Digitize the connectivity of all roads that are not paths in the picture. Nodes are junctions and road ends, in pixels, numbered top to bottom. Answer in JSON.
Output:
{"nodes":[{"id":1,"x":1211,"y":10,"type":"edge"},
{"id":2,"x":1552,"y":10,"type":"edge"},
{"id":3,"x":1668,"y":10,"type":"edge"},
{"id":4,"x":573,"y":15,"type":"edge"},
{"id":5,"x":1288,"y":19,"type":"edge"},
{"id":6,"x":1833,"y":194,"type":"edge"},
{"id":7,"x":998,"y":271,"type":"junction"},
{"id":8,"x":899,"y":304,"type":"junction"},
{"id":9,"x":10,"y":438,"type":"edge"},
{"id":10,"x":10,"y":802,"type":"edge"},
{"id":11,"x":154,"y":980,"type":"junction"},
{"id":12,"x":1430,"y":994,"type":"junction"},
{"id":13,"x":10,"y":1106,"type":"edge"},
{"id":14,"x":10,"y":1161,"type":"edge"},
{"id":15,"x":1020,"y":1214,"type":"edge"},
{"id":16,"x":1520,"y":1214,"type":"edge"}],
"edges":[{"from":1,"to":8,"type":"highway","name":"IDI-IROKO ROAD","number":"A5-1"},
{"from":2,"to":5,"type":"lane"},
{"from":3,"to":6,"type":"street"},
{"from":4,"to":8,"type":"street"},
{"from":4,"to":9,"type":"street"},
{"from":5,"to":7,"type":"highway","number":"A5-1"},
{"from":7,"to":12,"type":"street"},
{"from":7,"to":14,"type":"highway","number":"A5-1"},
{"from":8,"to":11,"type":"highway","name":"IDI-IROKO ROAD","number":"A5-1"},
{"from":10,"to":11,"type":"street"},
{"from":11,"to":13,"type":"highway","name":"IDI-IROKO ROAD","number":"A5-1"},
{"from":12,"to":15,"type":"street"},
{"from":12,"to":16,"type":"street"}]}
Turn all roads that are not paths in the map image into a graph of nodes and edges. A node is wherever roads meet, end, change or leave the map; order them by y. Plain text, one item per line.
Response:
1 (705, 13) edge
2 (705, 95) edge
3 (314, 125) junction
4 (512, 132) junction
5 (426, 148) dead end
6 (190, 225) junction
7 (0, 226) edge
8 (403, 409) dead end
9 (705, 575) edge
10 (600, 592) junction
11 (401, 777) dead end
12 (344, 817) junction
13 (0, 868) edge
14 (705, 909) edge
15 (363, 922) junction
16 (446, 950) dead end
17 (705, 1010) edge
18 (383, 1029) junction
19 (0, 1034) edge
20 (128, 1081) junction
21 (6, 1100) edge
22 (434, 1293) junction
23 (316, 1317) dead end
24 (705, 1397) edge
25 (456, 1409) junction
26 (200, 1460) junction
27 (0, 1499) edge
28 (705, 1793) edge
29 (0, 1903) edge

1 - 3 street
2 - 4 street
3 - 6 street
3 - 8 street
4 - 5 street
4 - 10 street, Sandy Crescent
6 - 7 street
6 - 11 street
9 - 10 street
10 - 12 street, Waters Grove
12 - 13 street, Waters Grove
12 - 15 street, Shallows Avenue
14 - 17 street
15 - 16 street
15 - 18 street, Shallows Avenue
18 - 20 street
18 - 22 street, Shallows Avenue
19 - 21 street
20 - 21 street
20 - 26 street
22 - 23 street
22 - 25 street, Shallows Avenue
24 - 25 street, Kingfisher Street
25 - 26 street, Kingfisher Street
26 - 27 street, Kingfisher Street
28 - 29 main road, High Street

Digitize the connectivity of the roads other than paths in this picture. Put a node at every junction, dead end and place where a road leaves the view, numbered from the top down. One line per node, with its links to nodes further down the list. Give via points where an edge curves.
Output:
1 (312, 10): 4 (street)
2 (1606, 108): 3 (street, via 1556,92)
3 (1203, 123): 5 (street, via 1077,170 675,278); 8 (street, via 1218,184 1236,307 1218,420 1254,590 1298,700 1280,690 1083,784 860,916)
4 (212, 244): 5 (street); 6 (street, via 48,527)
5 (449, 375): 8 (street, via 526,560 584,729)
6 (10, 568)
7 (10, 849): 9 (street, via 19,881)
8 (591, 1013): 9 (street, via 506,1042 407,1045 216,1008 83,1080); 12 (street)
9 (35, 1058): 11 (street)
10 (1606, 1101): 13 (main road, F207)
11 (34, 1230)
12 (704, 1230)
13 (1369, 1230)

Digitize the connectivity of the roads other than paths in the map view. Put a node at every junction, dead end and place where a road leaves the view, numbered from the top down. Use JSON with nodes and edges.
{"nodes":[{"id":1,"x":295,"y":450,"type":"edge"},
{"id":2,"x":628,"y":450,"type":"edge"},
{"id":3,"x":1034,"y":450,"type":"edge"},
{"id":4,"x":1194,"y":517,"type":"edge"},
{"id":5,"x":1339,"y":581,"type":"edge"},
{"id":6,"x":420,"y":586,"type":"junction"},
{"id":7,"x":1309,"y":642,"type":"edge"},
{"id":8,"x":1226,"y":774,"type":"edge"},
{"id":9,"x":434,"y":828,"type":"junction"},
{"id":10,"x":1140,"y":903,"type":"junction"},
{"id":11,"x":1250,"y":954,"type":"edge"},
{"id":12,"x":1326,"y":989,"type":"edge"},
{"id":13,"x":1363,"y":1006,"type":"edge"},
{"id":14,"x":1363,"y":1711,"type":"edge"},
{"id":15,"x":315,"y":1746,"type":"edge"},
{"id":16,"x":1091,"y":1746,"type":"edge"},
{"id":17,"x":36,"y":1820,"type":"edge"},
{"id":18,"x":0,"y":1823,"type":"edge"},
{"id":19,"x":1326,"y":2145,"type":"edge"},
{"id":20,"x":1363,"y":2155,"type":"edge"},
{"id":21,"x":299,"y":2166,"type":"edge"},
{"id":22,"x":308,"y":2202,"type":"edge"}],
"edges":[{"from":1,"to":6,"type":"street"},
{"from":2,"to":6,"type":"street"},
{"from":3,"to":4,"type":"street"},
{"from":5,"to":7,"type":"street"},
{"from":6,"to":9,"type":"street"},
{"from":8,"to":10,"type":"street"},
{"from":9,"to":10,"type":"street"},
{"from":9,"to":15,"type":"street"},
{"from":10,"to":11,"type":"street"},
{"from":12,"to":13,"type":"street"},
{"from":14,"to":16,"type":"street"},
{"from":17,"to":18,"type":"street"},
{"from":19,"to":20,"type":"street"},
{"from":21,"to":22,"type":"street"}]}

**EXERCISE GOAL**
The answer should consist of all the lines above, retyped exactly.

**FINISHED EXERCISE**
Digitize the connectivity of all roads that are not paths in the picture. Nodes are junctions and road ends, in pixels, numbered top to bottom. Answer in JSON.
Output:
{"nodes":[{"id":1,"x":1211,"y":10,"type":"edge"},
{"id":2,"x":1552,"y":10,"type":"edge"},
{"id":3,"x":1668,"y":10,"type":"edge"},
{"id":4,"x":573,"y":15,"type":"edge"},
{"id":5,"x":1288,"y":19,"type":"edge"},
{"id":6,"x":1833,"y":194,"type":"edge"},
{"id":7,"x":998,"y":271,"type":"junction"},
{"id":8,"x":899,"y":304,"type":"junction"},
{"id":9,"x":10,"y":438,"type":"edge"},
{"id":10,"x":10,"y":802,"type":"edge"},
{"id":11,"x":154,"y":980,"type":"junction"},
{"id":12,"x":1430,"y":994,"type":"junction"},
{"id":13,"x":10,"y":1106,"type":"edge"},
{"id":14,"x":10,"y":1161,"type":"edge"},
{"id":15,"x":1020,"y":1214,"type":"edge"},
{"id":16,"x":1520,"y":1214,"type":"edge"}],
"edges":[{"from":1,"to":8,"type":"highway","name":"IDI-IROKO ROAD","number":"A5-1"},
{"from":2,"to":5,"type":"lane"},
{"from":3,"to":6,"type":"street"},
{"from":4,"to":8,"type":"street"},
{"from":4,"to":9,"type":"street"},
{"from":5,"to":7,"type":"highway","number":"A5-1"},
{"from":7,"to":12,"type":"street"},
{"from":7,"to":14,"type":"highway","number":"A5-1"},
{"from":8,"to":11,"type":"highway","name":"IDI-IROKO ROAD","number":"A5-1"},
{"from":10,"to":11,"type":"street"},
{"from":11,"to":13,"type":"highway","name":"IDI-IROKO ROAD","number":"A5-1"},
{"from":12,"to":15,"type":"street"},
{"from":12,"to":16,"type":"street"}]}
Turn all roads that are not paths in the map image into a graph of nodes and edges. A node is wherever roads meet, end, change or leave the map; order them by y. Plain text, one item per line.
Response:
1 (705, 13) edge
2 (705, 95) edge
3 (314, 125) junction
4 (512, 132) junction
5 (426, 148) dead end
6 (190, 225) junction
7 (0, 226) edge
8 (403, 409) dead end
9 (705, 575) edge
10 (600, 592) junction
11 (401, 777) dead end
12 (344, 817) junction
13 (0, 868) edge
14 (705, 909) edge
15 (363, 922) junction
16 (446, 950) dead end
17 (705, 1010) edge
18 (383, 1029) junction
19 (0, 1034) edge
20 (128, 1081) junction
21 (6, 1100) edge
22 (434, 1293) junction
23 (316, 1317) dead end
24 (705, 1397) edge
25 (456, 1409) junction
26 (200, 1460) junction
27 (0, 1499) edge
28 (705, 1793) edge
29 (0, 1903) edge

1 - 3 street
2 - 4 street
3 - 6 street
3 - 8 street
4 - 5 street
4 - 10 street, Sandy Crescent
6 - 7 street
6 - 11 street
9 - 10 street
10 - 12 street, Waters Grove
12 - 13 street, Waters Grove
12 - 15 street, Shallows Avenue
14 - 17 street
15 - 16 street
15 - 18 street, Shallows Avenue
18 - 20 street
18 - 22 street, Shallows Avenue
19 - 21 street
20 - 21 street
20 - 26 street
22 - 23 street
22 - 25 street, Shallows Avenue
24 - 25 street, Kingfisher Street
25 - 26 street, Kingfisher Street
26 - 27 street, Kingfisher Street
28 - 29 main road, High Street

Digitize the connectivity of the roads other than paths in this picture. Put a node at every junction, dead end and place where a road leaves the view, numbered from the top down. One line per node, with its links to nodes further down the list. Give via points where an edge curves.
Output:
1 (312, 10): 4 (street)
2 (1606, 108): 3 (street, via 1556,92)
3 (1203, 123): 5 (street, via 1077,170 675,278); 8 (street, via 1218,184 1236,307 1218,420 1254,590 1298,700 1280,690 1083,784 860,916)
4 (212, 244): 5 (street); 6 (street, via 48,527)
5 (449, 375): 8 (street, via 526,560 584,729)
6 (10, 568)
7 (10, 849): 9 (street, via 19,881)
8 (591, 1013): 9 (street, via 506,1042 407,1045 216,1008 83,1080); 12 (street)
9 (35, 1058): 11 (street)
10 (1606, 1101): 13 (main road, F207)
11 (34, 1230)
12 (704, 1230)
13 (1369, 1230)

Digitize the connectivity of the roads other than paths in the map view. Put a node at every junction, dead end and place where a road leaves the view, numbered from the top down. Use JSON with nodes and edges.
{"nodes":[{"id":1,"x":295,"y":450,"type":"edge"},
{"id":2,"x":628,"y":450,"type":"edge"},
{"id":3,"x":1034,"y":450,"type":"edge"},
{"id":4,"x":1194,"y":517,"type":"edge"},
{"id":5,"x":1339,"y":581,"type":"edge"},
{"id":6,"x":420,"y":586,"type":"junction"},
{"id":7,"x":1309,"y":642,"type":"edge"},
{"id":8,"x":1226,"y":774,"type":"edge"},
{"id":9,"x":434,"y":828,"type":"junction"},
{"id":10,"x":1140,"y":903,"type":"junction"},
{"id":11,"x":1250,"y":954,"type":"edge"},
{"id":12,"x":1326,"y":989,"type":"edge"},
{"id":13,"x":1363,"y":1006,"type":"edge"},
{"id":14,"x":1363,"y":1711,"type":"edge"},
{"id":15,"x":315,"y":1746,"type":"edge"},
{"id":16,"x":1091,"y":1746,"type":"edge"},
{"id":17,"x":36,"y":1820,"type":"edge"},
{"id":18,"x":0,"y":1823,"type":"edge"},
{"id":19,"x":1326,"y":2145,"type":"edge"},
{"id":20,"x":1363,"y":2155,"type":"edge"},
{"id":21,"x":299,"y":2166,"type":"edge"},
{"id":22,"x":308,"y":2202,"type":"edge"}],
"edges":[{"from":1,"to":6,"type":"street"},
{"from":2,"to":6,"type":"street"},
{"from":3,"to":4,"type":"street"},
{"from":5,"to":7,"type":"street"},
{"from":6,"to":9,"type":"street"},
{"from":8,"to":10,"type":"street"},
{"from":9,"to":10,"type":"street"},
{"from":9,"to":15,"type":"street"},
{"from":10,"to":11,"type":"street"},
{"from":12,"to":13,"type":"street"},
{"from":14,"to":16,"type":"street"},
{"from":17,"to":18,"type":"street"},
{"from":19,"to":20,"type":"street"},
{"from":21,"to":22,"type":"street"}]}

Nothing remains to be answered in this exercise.